Question

From a random sample of 87 us adults with no more than a high school education that mean weekly income is 678 with a sample standard deviation of 197 from another random sample of 73 us adults with no more than a bachelor's degree the mean weekly income is 1837 with a standard deviation of $328 construct pain 95% confidence interval for the mean difference in the weekly income levels between us adults with no more than a high-school diploma and those with no more than a bachelor's degree there are a hundred 13 degrees of freedom in the appropriate probability distribution

Answer 1

Answer:

So on this case the 95% confidence interval would be given by $-1235.756 \leq \mu_1 -\mu_2 \leq -1072.245$. So we can conclude that we have a significant difference, with the mean of population two higher than the mean for the population 1, because the interval just contains negative values.  

Step-by-step explanation:

Notation and previous concepts

$n_1 =87$ represent the sample of us adults with no more than a high school education

$n_2 =73$ represent the sample of us adults with no more than a bachelor's degree

$\bar x_1 =678$ represent the mean sample of us adults with no more than a high school education

$\bar x_2 =1837$ represent the mean sample of us adults with no more than a bachelor's degree

$s_1 =197$ represent the sample deviation of us adults with no more than a high school education

$s_2 =328$ represent the sample deviation of us adults with no more than a bachelor's degree

$\alpha=0.05$ represent the significance level

Confidence =95% or 0.95

The confidence interval for the difference of means is given by the following formula:  

$(\bar X_1 -\bar X_2) \pm t_{\alpha/2}\sqrt{(\frac{s^2_1}{n_s}+\frac{s^2_2}{n_s})}$ (1)  

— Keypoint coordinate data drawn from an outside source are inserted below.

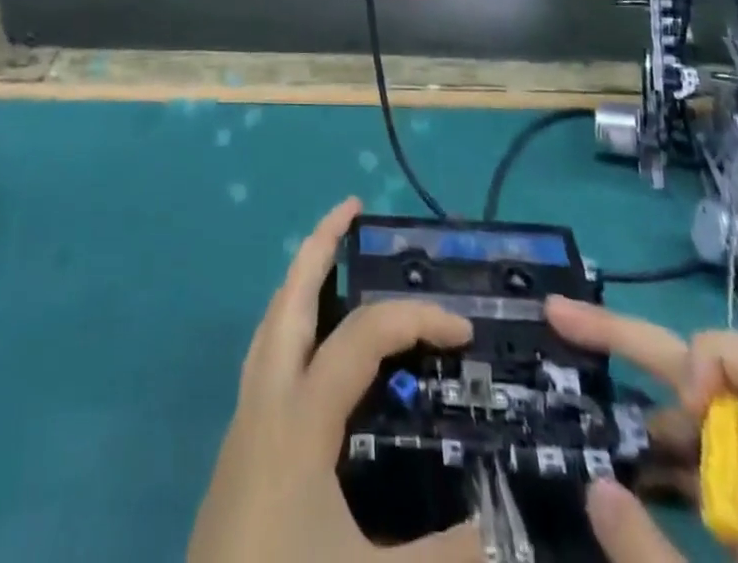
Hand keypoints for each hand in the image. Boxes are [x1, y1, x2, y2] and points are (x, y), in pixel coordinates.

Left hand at [188, 197, 481, 562]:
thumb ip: (446, 556)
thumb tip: (501, 530)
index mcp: (298, 416)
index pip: (362, 336)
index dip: (415, 320)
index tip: (463, 333)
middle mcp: (265, 400)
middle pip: (288, 297)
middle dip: (319, 245)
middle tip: (351, 209)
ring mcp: (243, 421)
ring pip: (270, 323)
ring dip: (301, 281)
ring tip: (332, 259)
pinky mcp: (237, 449)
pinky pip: (265, 356)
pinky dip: (291, 325)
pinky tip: (313, 348)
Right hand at [545, 297, 737, 562]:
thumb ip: (649, 557)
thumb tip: (595, 487)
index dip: (716, 356)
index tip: (679, 400)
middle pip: (715, 372)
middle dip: (635, 341)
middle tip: (562, 319)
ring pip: (710, 416)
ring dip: (649, 406)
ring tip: (594, 425)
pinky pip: (716, 463)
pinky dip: (669, 456)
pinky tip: (634, 486)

The point of estimate for $\mu_1 -\mu_2$ is just given by:  

$\bar X_1 -\bar X_2 =678-1837=-1159$  

The appropiate degrees of freedom are $df=n_1+ n_2 -2=158$

Since the Confidence is 0.95 or 95%, the value of $\alpha=0.05$ and $\alpha/2 =0.025$, and we can use excel, a calculator or a table to find the critical value. The excel command would be: "=-T.INV(0.025,158)".And we see that $t_{\alpha/2}=1.98$  

The standard error is given by the following formula:  

$SE=\sqrt{(\frac{s^2_1}{n_s}+\frac{s^2_2}{n_s})}$  

And replacing we have:  

$SE=\sqrt{(\frac{197^2}{87}+\frac{328^2}{73})}=43.816$  

Confidence interval  

Now we have everything in order to replace into formula (1):  

$-1159-1.98\sqrt{(\frac{197^2}{87}+\frac{328^2}{73})}=-1235.756$  

$-1159+1.98\sqrt{(\frac{197^2}{87}+\frac{328^2}{73})}=-1072.245$  

So on this case the 95% confidence interval would be given by $-1235.756 \leq \mu_1 -\mu_2 \leq -1072.245$. So we can conclude that we have a significant difference with the mean of population two higher than the mean for the population 1, because the interval contains just negative values.